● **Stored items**
<<<<

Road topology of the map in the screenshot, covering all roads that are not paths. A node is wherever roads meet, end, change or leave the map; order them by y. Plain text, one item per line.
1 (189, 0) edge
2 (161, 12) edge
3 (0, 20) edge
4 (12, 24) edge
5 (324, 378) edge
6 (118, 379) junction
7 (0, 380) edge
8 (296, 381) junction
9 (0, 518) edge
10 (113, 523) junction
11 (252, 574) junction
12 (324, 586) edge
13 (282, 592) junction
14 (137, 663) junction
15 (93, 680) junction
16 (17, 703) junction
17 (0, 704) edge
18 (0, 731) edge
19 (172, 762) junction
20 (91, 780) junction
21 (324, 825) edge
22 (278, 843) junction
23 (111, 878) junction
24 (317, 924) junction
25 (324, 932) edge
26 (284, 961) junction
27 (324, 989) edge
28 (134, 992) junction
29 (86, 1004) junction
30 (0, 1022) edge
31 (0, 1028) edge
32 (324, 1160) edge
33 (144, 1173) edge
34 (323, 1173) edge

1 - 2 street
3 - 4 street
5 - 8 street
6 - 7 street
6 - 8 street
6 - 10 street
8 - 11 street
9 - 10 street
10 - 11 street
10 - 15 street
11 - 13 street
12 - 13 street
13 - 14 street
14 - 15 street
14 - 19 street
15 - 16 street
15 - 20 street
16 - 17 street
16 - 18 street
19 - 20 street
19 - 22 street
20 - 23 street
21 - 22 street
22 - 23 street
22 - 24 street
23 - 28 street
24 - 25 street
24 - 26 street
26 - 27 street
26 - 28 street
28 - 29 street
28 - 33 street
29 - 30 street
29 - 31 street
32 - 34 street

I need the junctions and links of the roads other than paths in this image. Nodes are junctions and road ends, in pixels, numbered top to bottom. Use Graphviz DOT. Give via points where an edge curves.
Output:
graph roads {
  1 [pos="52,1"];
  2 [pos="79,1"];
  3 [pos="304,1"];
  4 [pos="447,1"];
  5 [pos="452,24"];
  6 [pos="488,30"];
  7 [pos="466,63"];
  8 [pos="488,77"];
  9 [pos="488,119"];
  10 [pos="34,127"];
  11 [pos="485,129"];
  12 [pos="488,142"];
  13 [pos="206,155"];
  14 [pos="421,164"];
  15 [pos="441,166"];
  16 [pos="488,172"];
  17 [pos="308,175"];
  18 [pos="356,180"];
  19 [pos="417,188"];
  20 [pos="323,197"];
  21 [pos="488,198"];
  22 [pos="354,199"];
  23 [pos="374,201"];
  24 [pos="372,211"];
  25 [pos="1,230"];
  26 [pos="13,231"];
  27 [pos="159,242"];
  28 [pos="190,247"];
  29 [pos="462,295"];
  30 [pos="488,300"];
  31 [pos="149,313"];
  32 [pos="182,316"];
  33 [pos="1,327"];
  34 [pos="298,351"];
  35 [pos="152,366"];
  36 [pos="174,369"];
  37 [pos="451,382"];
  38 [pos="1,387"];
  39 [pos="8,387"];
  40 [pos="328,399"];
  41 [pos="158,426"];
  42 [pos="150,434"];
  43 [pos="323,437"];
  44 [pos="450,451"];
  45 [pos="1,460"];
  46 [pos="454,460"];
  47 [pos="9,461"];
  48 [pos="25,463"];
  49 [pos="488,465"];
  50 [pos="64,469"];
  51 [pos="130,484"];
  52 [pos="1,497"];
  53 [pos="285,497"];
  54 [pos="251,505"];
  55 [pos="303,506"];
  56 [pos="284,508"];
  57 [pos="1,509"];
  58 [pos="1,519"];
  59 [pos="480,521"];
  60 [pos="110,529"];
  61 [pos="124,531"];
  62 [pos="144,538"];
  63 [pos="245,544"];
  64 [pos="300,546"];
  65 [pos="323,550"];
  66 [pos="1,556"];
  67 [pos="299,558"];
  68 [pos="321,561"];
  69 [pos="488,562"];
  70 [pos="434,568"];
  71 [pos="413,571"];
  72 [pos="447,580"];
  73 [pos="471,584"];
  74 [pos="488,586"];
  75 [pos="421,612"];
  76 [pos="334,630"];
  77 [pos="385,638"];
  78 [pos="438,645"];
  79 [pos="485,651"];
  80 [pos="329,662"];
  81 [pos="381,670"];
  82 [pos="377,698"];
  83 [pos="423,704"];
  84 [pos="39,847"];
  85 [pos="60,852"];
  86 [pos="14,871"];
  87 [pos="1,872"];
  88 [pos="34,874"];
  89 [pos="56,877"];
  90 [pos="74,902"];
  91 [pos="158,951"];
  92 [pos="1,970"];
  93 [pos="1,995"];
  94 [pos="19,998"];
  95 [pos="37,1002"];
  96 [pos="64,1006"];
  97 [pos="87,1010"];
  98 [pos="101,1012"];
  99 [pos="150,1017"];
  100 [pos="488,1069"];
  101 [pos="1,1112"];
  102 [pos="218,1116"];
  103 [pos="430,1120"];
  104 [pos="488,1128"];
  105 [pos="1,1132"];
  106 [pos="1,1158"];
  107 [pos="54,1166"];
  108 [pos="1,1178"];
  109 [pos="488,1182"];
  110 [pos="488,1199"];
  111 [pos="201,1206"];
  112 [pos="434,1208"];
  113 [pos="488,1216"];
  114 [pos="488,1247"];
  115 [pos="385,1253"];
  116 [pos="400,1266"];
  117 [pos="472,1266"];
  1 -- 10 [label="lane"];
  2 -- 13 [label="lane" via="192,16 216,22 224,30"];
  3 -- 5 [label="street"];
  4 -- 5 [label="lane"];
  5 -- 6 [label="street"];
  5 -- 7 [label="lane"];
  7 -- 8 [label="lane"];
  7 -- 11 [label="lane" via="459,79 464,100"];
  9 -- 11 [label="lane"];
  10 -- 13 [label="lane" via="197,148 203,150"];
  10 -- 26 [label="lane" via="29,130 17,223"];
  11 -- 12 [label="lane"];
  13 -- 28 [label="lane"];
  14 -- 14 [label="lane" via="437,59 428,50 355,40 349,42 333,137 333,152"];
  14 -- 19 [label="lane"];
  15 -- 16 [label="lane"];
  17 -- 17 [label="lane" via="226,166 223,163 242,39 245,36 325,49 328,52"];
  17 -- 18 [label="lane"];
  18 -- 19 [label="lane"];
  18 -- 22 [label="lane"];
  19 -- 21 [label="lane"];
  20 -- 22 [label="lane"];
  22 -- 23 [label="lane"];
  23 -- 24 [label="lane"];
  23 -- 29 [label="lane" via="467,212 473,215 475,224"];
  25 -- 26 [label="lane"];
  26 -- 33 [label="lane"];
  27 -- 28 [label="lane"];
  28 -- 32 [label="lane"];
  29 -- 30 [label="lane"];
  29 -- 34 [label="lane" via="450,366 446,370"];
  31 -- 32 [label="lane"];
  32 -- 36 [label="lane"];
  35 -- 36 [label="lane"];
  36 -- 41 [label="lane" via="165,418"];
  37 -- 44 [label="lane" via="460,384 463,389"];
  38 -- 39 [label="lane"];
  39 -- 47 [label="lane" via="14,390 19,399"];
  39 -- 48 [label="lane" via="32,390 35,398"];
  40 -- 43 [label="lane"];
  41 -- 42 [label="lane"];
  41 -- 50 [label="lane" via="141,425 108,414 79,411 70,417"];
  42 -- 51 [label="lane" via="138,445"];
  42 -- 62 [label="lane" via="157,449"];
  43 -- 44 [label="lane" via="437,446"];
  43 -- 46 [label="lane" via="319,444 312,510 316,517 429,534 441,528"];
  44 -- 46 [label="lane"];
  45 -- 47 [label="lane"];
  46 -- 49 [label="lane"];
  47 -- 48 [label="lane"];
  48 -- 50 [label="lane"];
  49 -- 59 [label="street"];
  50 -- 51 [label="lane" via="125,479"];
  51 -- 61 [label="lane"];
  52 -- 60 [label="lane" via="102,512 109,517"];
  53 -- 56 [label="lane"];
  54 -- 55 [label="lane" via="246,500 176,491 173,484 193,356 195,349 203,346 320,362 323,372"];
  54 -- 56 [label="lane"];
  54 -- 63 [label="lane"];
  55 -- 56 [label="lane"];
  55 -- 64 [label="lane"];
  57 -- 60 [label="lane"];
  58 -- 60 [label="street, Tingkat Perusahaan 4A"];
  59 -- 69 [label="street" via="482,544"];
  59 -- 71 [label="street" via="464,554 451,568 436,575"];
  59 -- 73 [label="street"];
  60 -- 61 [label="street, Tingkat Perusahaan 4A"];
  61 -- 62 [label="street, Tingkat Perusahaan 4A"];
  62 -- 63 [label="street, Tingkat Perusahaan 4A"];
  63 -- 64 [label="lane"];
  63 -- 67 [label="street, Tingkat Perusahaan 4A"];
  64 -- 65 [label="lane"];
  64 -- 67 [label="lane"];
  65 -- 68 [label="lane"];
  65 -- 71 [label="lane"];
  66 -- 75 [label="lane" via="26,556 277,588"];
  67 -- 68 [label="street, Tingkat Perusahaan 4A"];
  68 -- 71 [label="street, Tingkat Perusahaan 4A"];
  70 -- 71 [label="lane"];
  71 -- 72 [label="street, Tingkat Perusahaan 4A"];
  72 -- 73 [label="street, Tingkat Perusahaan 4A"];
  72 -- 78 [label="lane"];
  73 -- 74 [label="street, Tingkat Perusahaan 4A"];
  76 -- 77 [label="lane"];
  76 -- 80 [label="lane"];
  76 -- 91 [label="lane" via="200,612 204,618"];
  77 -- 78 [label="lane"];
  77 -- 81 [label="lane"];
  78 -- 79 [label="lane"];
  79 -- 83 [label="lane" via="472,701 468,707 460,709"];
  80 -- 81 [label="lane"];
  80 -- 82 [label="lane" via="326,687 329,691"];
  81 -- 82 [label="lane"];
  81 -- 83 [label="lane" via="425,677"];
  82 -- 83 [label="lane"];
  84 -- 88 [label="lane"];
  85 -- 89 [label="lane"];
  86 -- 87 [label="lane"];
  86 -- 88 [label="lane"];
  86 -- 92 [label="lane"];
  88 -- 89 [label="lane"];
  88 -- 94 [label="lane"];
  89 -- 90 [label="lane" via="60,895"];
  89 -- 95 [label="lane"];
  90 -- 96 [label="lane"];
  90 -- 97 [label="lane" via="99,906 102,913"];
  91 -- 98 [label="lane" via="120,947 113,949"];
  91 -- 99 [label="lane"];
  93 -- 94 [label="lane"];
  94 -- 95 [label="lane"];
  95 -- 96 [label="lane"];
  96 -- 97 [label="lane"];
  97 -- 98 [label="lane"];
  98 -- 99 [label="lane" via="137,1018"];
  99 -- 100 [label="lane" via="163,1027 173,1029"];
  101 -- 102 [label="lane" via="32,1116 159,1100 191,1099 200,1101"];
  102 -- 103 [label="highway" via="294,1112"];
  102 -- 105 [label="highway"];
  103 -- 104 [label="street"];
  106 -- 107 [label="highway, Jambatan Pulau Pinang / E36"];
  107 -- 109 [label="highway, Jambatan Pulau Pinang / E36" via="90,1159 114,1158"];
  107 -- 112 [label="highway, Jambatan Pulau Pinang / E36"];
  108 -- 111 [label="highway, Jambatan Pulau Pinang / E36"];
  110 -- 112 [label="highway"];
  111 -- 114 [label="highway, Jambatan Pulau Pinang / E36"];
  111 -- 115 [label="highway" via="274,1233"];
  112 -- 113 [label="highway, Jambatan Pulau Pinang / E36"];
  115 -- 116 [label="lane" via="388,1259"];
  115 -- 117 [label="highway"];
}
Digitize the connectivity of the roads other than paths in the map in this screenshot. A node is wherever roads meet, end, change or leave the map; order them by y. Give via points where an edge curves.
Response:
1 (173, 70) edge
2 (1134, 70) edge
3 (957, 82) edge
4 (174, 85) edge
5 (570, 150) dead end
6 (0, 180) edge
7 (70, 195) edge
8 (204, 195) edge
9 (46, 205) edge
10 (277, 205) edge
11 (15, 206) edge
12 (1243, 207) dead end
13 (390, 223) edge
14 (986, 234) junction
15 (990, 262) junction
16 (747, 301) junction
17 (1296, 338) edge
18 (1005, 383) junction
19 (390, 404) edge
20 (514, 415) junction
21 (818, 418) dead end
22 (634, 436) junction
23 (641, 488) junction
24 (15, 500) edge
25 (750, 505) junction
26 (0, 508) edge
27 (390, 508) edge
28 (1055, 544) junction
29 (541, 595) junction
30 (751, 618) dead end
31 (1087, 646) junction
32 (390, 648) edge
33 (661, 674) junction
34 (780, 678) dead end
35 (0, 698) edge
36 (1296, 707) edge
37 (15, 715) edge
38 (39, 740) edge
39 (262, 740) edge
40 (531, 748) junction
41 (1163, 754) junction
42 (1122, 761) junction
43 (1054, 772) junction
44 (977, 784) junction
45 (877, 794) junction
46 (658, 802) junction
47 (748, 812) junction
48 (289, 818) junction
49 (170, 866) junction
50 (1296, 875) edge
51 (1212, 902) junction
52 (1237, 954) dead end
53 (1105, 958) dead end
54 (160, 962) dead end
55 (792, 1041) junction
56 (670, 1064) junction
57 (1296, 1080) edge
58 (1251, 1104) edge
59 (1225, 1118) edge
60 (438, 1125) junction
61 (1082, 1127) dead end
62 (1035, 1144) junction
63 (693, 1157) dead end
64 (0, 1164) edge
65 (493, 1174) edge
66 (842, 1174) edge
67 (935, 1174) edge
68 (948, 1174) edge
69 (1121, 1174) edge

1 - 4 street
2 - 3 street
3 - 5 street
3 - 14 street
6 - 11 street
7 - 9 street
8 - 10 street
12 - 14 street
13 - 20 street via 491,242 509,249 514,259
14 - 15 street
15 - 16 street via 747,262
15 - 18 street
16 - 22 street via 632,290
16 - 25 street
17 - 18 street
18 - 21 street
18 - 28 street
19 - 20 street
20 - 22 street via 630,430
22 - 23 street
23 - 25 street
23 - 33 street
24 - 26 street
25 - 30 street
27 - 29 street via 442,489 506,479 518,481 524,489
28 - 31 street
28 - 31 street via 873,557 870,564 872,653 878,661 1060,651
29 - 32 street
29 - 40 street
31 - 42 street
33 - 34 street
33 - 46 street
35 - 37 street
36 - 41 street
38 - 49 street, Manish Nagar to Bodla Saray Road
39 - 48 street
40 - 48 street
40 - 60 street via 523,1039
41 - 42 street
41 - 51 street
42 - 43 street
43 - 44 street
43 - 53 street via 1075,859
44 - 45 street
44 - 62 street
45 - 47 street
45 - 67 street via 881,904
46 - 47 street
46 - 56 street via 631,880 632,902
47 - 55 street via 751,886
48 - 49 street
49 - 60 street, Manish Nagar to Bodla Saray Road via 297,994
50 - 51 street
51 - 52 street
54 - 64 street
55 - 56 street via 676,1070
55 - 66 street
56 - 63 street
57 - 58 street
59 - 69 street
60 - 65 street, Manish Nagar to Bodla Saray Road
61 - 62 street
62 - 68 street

>>>>

● **TASK OBJECTIVE**
Copy each line from the entries above that has the word "roads" in it.

● **OUTPUT OF THE EXERCISE**
Road topology of the map in the screenshot, covering all roads that are not paths. A node is wherever roads meet, end, change or leave the map; order them by y. Plain text, one item per line.
I need the junctions and links of the roads other than paths in this image. Nodes are junctions and road ends, in pixels, numbered top to bottom. Use Graphviz DOT. Give via points where an edge curves.
graph roads {
Digitize the connectivity of the roads other than paths in the map in this screenshot. A node is wherever roads meet, end, change or leave the map; order them by y. Give via points where an edge curves.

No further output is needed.